What is needed is an exact copy of every line in the listing.

▶ [Records for the task]:
• • •

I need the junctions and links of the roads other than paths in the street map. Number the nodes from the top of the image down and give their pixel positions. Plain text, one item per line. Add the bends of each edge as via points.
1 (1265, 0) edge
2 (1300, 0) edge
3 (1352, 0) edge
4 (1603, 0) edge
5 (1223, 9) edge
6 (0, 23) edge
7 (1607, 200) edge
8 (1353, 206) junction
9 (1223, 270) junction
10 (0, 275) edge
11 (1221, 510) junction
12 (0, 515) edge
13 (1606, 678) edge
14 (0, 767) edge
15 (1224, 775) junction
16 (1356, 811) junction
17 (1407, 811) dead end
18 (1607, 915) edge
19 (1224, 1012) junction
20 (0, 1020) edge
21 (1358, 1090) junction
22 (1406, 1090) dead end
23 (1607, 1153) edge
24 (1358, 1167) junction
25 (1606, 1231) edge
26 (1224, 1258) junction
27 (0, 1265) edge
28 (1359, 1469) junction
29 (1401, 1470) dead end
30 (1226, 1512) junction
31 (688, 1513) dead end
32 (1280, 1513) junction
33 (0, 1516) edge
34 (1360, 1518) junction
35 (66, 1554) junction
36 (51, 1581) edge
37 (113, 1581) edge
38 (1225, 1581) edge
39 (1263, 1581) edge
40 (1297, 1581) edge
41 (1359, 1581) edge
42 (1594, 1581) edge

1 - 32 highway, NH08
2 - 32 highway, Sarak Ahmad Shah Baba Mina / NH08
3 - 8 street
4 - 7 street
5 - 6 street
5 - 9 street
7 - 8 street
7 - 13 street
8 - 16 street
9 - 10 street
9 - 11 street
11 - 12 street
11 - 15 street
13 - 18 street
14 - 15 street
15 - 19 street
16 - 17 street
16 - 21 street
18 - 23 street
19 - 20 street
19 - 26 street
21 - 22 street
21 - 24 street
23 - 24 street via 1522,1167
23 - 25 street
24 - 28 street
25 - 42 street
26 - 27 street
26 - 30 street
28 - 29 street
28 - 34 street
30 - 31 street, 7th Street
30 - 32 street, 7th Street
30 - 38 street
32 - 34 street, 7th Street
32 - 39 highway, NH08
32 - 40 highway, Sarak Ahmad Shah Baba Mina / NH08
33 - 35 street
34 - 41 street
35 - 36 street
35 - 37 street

• • •

▶ [Result of the exercise]:
I need the junctions and links of the roads other than paths in the street map. Number the nodes from the top of the image down and give their pixel positions. Plain text, one item per line. Add the bends of each edge as via points.
1 (1265, 0) edge
2 (1300, 0) edge
3 (1352, 0) edge
4 (1603, 0) edge
5 (1223, 9) edge
6 (0, 23) edge
7 (1607, 200) edge
8 (1353, 206) junction
9 (1223, 270) junction
10 (0, 275) edge
11 (1221, 510) junction
12 (0, 515) edge
13 (1606, 678) edge
14 (0, 767) edge
15 (1224, 775) junction
16 (1356, 811) junction
17 (1407, 811) dead end
18 (1607, 915) edge
19 (1224, 1012) junction
20 (0, 1020) edge
21 (1358, 1090) junction
22 (1406, 1090) dead end
23 (1607, 1153) edge
24 (1358, 1167) junction
25 (1606, 1231) edge
26 (1224, 1258) junction
27 (0, 1265) edge
28 (1359, 1469) junction
29 (1401, 1470) dead end
30 (1226, 1512) junction
31 (688, 1513) dead end
32 (1280, 1513) junction
33 (0, 1516) edge
34 (1360, 1518) junction
35 (66, 1554) junction
36 (51, 1581) edge
37 (113, 1581) edge
38 (1225, 1581) edge
39 (1263, 1581) edge
40 (1297, 1581) edge
41 (1359, 1581) edge
42 (1594, 1581) edge

1 - 32 highway, NH08
2 - 32 highway, Sarak Ahmad Shah Baba Mina / NH08
3 - 8 street
4 - 7 street
5 - 6 street
5 - 9 street
7 - 8 street
7 - 13 street
8 - 16 street
9 - 10 street
9 - 11 street
11 - 12 street
11 - 15 street
13 - 18 street
14 - 15 street
15 - 19 street
16 - 17 street
16 - 21 street
18 - 23 street
19 - 20 street
19 - 26 street
21 - 22 street
21 - 24 street
23 - 24 street via 1522,1167
23 - 25 street
24 - 28 street
25 - 42 street
26 - 27 street
26 - 30 street
28 - 29 street
28 - 34 street
30 - 31 street, 7th Street
30 - 32 street, 7th Street
30 - 38 street
32 - 34 street, 7th Street
32 - 39 highway, NH08
32 - 40 highway, Sarak Ahmad Shah Baba Mina / NH08
33 - 35 street
34 - 41 street
35 - 36 street
35 - 37 street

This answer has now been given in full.